BEGIN Material to process

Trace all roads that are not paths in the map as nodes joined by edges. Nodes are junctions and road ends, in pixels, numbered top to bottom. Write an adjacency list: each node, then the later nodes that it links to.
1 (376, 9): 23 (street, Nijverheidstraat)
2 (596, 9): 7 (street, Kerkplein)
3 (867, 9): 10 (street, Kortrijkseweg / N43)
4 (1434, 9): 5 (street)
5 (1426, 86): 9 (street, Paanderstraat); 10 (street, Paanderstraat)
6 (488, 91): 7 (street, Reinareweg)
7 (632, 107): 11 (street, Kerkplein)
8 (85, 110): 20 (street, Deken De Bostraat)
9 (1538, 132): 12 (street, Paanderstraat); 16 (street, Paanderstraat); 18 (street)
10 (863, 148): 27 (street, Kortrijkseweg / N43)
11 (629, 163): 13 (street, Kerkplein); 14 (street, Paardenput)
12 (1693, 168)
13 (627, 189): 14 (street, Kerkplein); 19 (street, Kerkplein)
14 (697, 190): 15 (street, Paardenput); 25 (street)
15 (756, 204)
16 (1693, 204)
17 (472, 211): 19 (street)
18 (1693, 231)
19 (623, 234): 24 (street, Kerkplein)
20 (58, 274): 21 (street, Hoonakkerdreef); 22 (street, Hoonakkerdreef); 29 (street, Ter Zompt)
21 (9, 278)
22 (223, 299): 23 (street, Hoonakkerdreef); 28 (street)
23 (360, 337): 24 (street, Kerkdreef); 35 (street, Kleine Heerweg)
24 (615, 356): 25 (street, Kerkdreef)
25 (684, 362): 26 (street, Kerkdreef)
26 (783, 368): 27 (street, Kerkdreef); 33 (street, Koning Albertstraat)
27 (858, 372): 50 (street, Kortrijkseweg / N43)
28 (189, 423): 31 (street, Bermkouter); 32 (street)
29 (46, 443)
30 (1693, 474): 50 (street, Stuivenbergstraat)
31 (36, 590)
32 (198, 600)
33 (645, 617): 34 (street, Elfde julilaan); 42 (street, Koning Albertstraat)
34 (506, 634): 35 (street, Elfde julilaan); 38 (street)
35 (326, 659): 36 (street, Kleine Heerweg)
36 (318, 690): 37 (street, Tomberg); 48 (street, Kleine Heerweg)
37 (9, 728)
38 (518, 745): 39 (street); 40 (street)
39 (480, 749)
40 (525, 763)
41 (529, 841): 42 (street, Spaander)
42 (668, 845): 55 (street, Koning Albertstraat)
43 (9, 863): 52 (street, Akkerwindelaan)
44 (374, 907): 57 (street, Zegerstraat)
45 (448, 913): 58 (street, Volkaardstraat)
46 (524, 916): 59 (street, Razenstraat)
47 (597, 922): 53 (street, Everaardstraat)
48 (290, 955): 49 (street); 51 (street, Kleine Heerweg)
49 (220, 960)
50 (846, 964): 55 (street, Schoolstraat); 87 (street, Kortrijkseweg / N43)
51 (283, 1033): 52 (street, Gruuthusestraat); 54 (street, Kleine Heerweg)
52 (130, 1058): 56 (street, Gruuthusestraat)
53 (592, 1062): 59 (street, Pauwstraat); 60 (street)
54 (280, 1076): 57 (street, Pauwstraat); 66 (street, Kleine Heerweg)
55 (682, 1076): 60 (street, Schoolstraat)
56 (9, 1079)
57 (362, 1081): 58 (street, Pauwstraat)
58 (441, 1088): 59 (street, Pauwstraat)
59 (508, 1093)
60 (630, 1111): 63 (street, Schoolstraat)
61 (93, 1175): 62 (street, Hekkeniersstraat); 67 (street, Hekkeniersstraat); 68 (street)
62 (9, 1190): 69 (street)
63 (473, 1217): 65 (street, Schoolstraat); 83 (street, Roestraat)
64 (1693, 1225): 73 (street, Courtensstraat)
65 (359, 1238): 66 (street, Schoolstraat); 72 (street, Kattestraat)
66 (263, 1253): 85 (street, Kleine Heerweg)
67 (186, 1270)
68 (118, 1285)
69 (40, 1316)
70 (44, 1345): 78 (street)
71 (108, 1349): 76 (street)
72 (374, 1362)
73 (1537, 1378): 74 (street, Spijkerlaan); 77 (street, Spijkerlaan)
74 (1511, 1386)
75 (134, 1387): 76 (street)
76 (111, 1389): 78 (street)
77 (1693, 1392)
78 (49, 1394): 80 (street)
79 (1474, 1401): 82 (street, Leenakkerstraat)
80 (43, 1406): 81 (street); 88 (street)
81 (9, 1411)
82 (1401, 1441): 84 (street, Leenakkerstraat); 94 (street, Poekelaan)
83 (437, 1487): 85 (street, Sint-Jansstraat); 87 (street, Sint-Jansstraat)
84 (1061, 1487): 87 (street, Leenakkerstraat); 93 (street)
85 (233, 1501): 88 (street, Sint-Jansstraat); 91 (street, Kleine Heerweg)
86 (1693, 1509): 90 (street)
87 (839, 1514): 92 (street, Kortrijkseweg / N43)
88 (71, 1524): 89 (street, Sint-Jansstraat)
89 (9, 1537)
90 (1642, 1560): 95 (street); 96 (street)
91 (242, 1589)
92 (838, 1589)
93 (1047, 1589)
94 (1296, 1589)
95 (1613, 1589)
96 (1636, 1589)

END Material to process

■ Work required:
Every record is to be repeated exactly as written.

■ Exercise output:
Trace all roads that are not paths in the map as nodes joined by edges. Nodes are junctions and road ends, in pixels, numbered top to bottom. Write an adjacency list: each node, then the later nodes that it links to.
1 (376, 9): 23 (street, Nijverheidstraat)
2 (596, 9): 7 (street, Kerkplein)
3 (867, 9): 10 (street, Kortrijkseweg / N43)
4 (1434, 9): 5 (street)
5 (1426, 86): 9 (street, Paanderstraat); 10 (street, Paanderstraat)
6 (488, 91): 7 (street, Reinareweg)
7 (632, 107): 11 (street, Kerkplein)
8 (85, 110): 20 (street, Deken De Bostraat)
9 (1538, 132): 12 (street, Paanderstraat); 16 (street, Paanderstraat); 18 (street)
10 (863, 148): 27 (street, Kortrijkseweg / N43)
11 (629, 163): 13 (street, Kerkplein); 14 (street, Paardenput)
12 (1693, 168)
13 (627, 189): 14 (street, Kerkplein); 19 (street, Kerkplein)
14 (697, 190): 15 (street, Paardenput); 25 (street)
15 (756, 204)
16 (1693, 204)
17 (472, 211): 19 (street)
18 (1693, 231)
19 (623, 234): 24 (street, Kerkplein)
20 (58, 274): 21 (street, Hoonakkerdreef); 22 (street, Hoonakkerdreef); 29 (street, Ter Zompt)
21 (9, 278)
22 (223, 299): 23 (street, Hoonakkerdreef); 28 (street)
23 (360, 337): 24 (street, Kerkdreef); 35 (street, Kleine Heerweg)
24 (615, 356): 25 (street, Kerkdreef)
25 (684, 362): 26 (street, Kerkdreef)
26 (783, 368): 27 (street, Kerkdreef); 33 (street, Koning Albertstraat)
27 (858, 372): 50 (street, Kortrijkseweg / N43)
28 (189, 423): 31 (street, Bermkouter); 32 (street)
29 (46, 443)
30 (1693, 474): 50 (street, Stuivenbergstraat)
31 (36, 590)
32 (198, 600)
33 (645, 617): 34 (street, Elfde julilaan); 42 (street, Koning Albertstraat)
34 (506, 634): 35 (street, Elfde julilaan); 38 (street)
35 (326, 659): 36 (street, Kleine Heerweg)
36 (318, 690): 37 (street, Tomberg); 48 (street, Kleine Heerweg)
37 (9, 728)
38 (518, 745): 39 (street); 40 (street)
39 (480, 749)
40 (525, 763)
41 (529, 841): 42 (street, Spaander)
42 (668, 845): 55 (street, Koning Albertstraat)
43 (9, 863): 52 (street, Akkerwindelaan)
44 (374, 907): 57 (street, Zegerstraat)
45 (448, 913): 58 (street, Volkaardstraat)
46 (524, 916): 59 (street, Razenstraat)
47 (597, 922): 53 (street, Everaardstraat)
48 (290, 955): 49 (street); 51 (street, Kleine Heerweg)
49 (220, 960)
50 (846, 964): 55 (street, Schoolstraat); 87 (street, Kortrijkseweg / N43)
51 (283, 1033): 52 (street, Gruuthusestraat); 54 (street, Kleine Heerweg)
52 (130, 1058): 56 (street, Gruuthusestraat)
53 (592, 1062): 59 (street, Pauwstraat); 60 (street)
54 (280, 1076): 57 (street, Pauwstraat); 66 (street, Kleine Heerweg)
55 (682, 1076): 60 (street, Schoolstraat)
56 (9, 1079)
57 (362, 1081): 58 (street, Pauwstraat)
58 (441, 1088): 59 (street, Pauwstraat)
59 (508, 1093)
60 (630, 1111): 63 (street, Schoolstraat)
61 (93, 1175): 62 (street, Hekkeniersstraat); 67 (street, Hekkeniersstraat); 68 (street)
62 (9, 1190): 69 (street)
63 (473, 1217): 65 (street, Schoolstraat); 83 (street, Roestraat)
64 (1693, 1225): 73 (street, Courtensstraat)
65 (359, 1238): 66 (street, Schoolstraat); 72 (street, Kattestraat)
66 (263, 1253): 85 (street, Kleine Heerweg)
67 (186, 1270)
68 (118, 1285)
69 (40, 1316)
70 (44, 1345): 78 (street)
71 (108, 1349): 76 (street)
72 (374, 1362)
73 (1537, 1378): 74 (street, Spijkerlaan); 77 (street, Spijkerlaan)
74 (1511, 1386)
75 (134, 1387): 76 (street)
76 (111, 1389): 78 (street)
77 (1693, 1392)
78 (49, 1394): 80 (street)
79 (1474, 1401): 82 (street, Leenakkerstraat)
80 (43, 1406): 81 (street); 88 (street)
81 (9, 1411)
82 (1401, 1441): 84 (street, Leenakkerstraat); 94 (street, Poekelaan)
83 (437, 1487): 85 (street, Sint-Jansstraat); 87 (street, Sint-Jansstraat)
84 (1061, 1487): 87 (street, Leenakkerstraat); 93 (street)
85 (233, 1501): 88 (street, Sint-Jansstraat); 91 (street, Kleine Heerweg)
86 (1693, 1509): 90 (street)
87 (839, 1514): 92 (street, Kortrijkseweg / N43)
88 (71, 1524): 89 (street, Sint-Jansstraat)
89 (9, 1537)
90 (1642, 1560): 95 (street); 96 (street)
91 (242, 1589)
92 (838, 1589)
93 (1047, 1589)
94 (1296, 1589)
95 (1613, 1589)
96 (1636, 1589)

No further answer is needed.